#### [Task description]
Report each line of the data below in which "every" appears.

#### [Supplied material]
==========
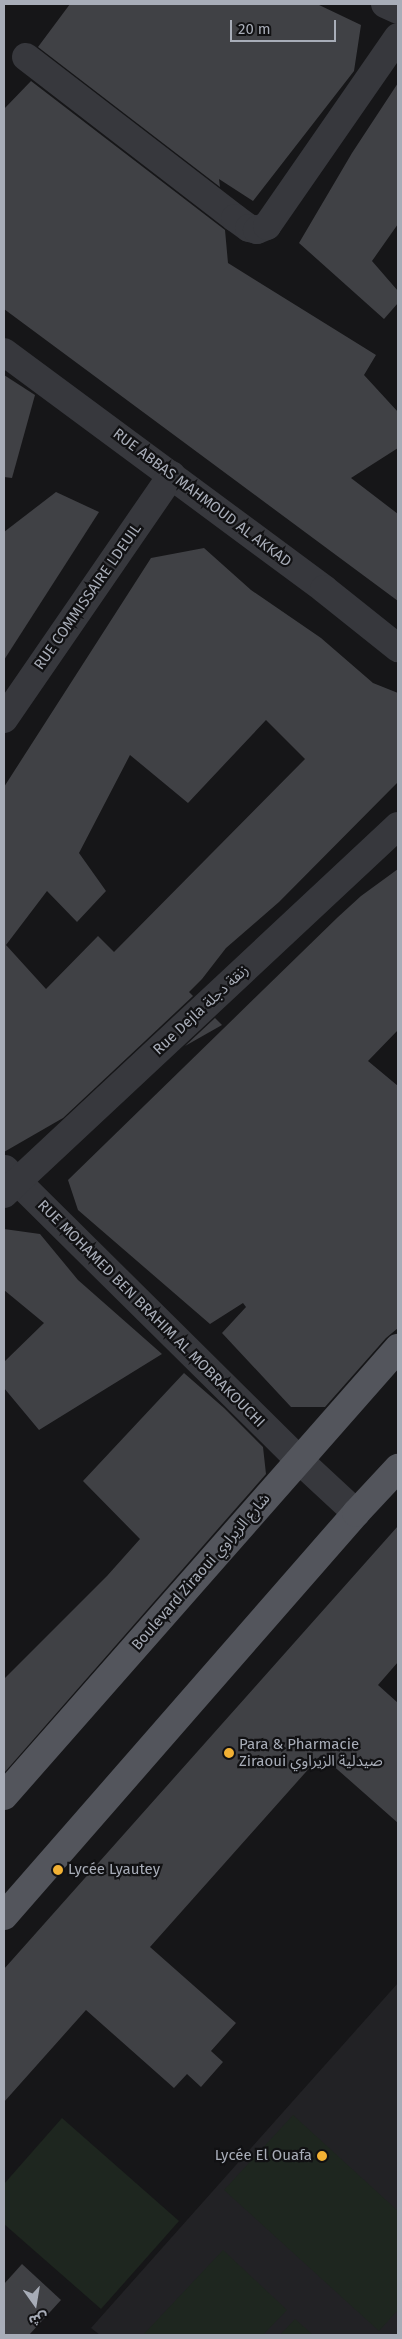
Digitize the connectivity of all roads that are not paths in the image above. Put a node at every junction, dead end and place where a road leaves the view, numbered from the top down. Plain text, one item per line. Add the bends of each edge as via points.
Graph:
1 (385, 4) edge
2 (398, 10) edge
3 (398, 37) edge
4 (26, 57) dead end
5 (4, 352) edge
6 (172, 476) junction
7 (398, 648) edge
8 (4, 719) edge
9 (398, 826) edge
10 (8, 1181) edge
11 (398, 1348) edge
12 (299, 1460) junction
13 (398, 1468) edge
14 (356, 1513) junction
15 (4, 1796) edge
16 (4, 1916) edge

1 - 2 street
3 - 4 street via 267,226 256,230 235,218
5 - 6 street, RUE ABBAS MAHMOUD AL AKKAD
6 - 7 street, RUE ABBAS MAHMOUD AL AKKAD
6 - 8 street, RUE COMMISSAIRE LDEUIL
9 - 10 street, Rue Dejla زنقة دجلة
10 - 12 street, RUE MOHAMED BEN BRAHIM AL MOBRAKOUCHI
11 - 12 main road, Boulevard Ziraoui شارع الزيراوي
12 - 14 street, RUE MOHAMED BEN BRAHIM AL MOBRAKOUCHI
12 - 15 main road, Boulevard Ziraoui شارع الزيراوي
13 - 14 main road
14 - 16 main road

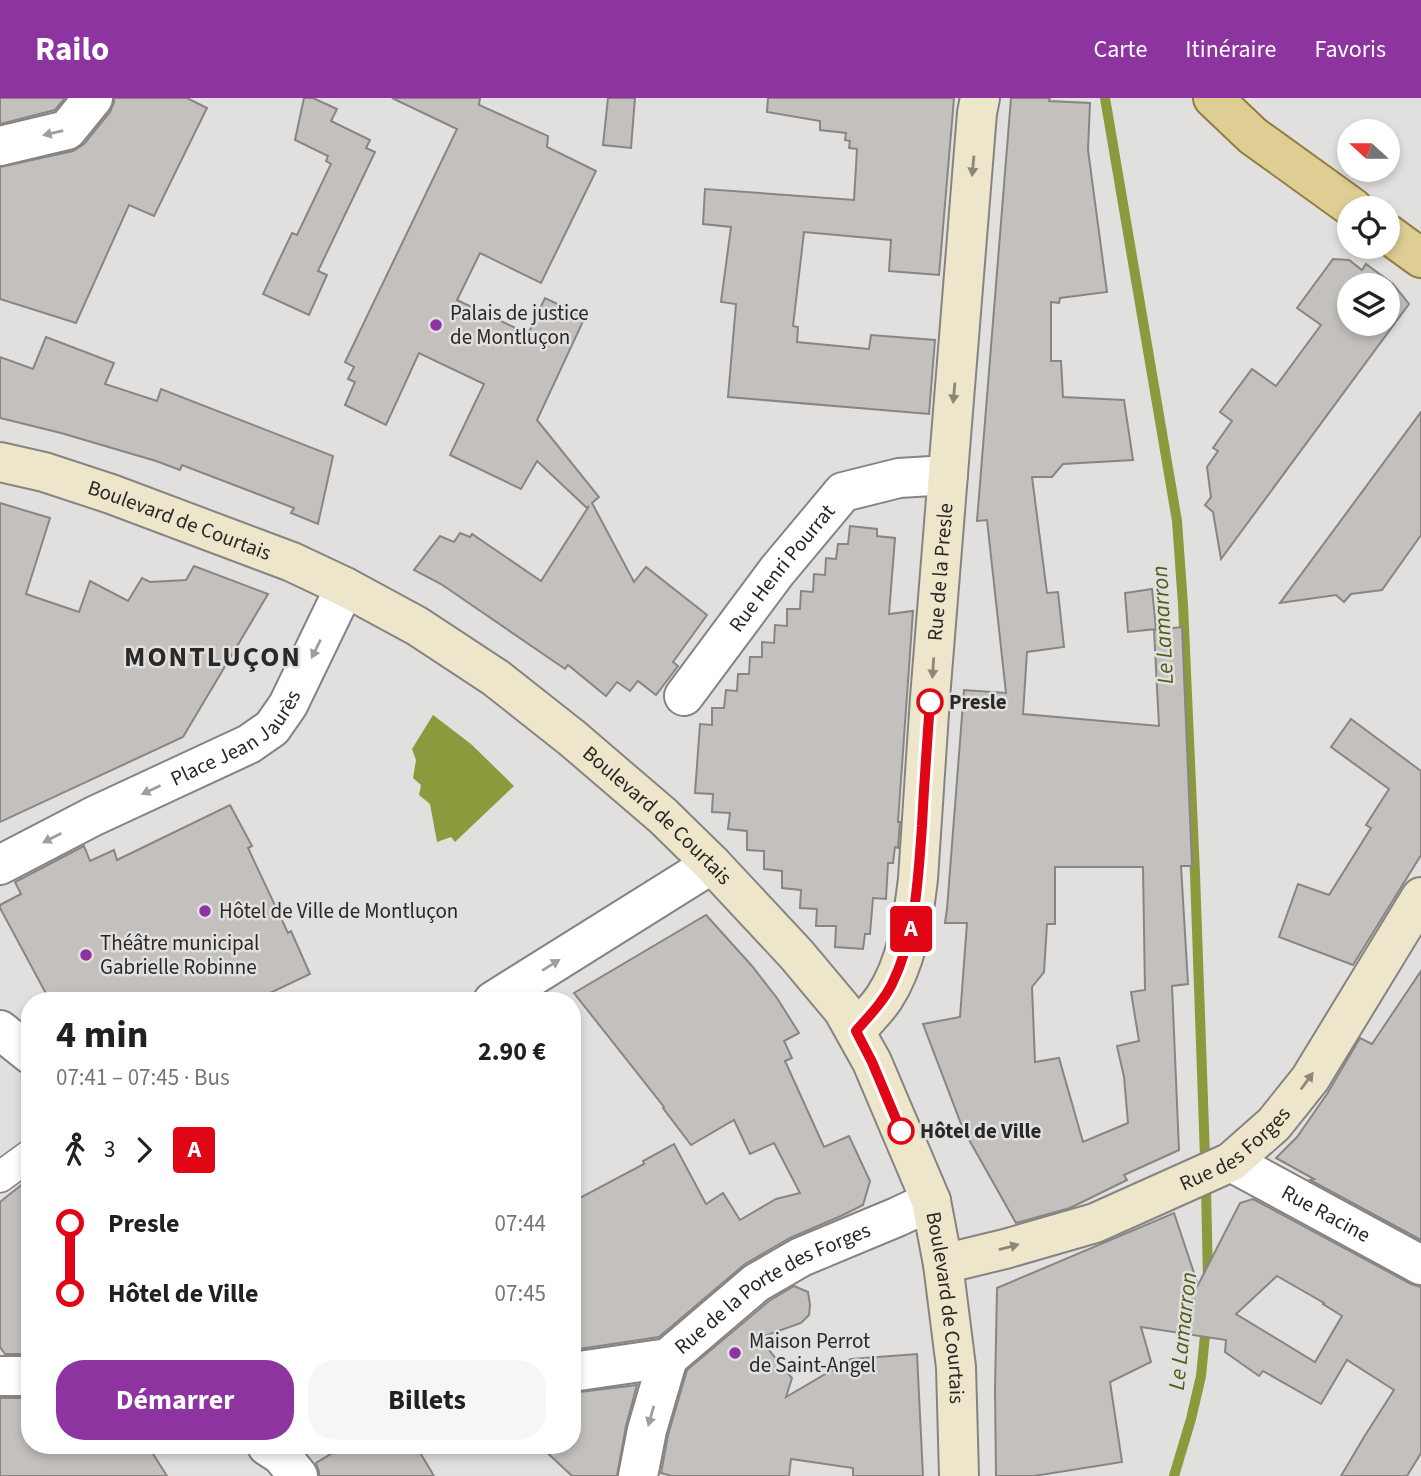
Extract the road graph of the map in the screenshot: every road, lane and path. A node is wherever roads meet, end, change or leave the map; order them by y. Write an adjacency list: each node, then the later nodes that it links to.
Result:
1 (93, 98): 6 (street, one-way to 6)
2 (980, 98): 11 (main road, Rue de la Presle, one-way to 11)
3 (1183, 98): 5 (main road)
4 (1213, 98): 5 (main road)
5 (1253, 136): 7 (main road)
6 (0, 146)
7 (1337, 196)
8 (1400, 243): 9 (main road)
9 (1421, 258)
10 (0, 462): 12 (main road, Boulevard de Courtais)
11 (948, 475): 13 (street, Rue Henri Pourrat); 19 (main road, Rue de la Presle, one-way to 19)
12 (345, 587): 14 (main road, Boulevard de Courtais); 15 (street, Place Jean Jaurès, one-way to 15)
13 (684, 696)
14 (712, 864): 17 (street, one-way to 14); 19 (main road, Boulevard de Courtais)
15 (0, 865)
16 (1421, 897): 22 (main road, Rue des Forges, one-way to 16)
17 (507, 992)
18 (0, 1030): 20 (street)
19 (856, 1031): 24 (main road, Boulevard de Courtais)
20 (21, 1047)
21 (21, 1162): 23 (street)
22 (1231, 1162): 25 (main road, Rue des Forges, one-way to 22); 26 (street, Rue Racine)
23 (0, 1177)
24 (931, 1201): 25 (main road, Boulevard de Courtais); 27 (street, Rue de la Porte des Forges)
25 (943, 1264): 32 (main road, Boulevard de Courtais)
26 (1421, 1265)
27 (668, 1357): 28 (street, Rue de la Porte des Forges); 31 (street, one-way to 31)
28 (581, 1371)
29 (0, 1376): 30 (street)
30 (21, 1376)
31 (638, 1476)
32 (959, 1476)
==========
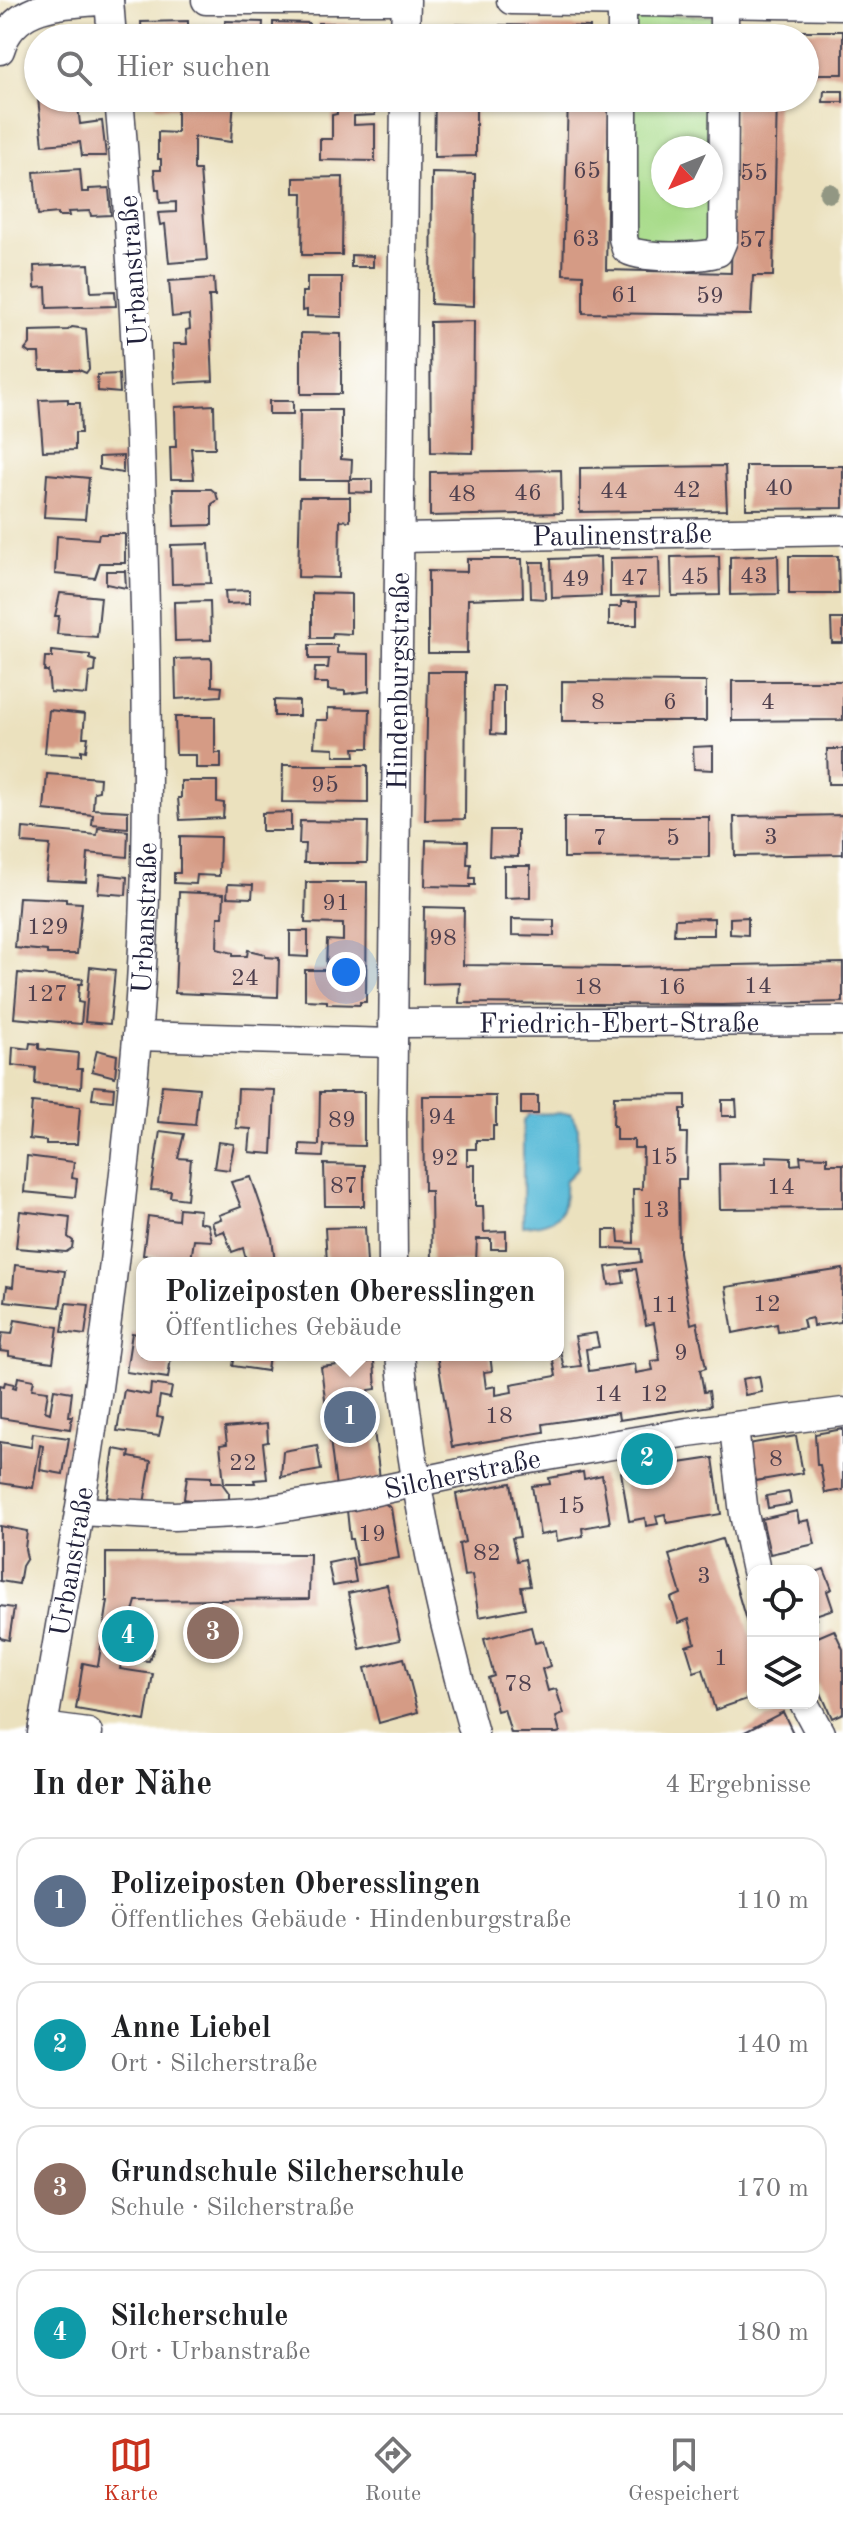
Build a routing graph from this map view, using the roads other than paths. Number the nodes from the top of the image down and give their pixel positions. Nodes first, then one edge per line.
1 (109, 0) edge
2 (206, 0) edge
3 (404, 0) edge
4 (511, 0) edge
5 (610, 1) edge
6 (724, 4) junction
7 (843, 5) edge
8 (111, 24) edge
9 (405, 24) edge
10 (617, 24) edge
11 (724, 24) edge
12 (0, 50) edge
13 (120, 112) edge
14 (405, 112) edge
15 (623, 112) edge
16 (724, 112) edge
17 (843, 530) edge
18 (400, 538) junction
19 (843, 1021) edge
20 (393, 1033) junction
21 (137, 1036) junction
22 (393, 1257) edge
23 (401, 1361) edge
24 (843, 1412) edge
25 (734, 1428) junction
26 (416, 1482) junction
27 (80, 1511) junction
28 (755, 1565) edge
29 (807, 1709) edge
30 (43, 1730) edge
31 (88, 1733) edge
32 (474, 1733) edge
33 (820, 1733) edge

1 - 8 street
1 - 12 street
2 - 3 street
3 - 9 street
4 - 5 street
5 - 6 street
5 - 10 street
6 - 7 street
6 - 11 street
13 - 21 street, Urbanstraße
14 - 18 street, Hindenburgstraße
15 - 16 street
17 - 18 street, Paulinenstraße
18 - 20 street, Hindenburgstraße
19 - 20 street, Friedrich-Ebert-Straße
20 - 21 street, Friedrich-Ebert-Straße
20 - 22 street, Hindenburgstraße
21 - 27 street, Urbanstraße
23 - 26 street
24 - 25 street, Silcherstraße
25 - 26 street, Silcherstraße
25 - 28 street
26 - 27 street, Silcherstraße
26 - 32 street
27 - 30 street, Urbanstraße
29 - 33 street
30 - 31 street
==========
#### [Result of the exercise]
Digitize the connectivity of all roads that are not paths in the image above. Put a node at every junction, dead end and place where a road leaves the view, numbered from the top down. Plain text, one item per line. Add the bends of each edge as via points.
Extract the road graph of the map in the screenshot: every road, lane and path. A node is wherever roads meet, end, change or leave the map; order them by y. Write an adjacency list: each node, then the later nodes that it links to.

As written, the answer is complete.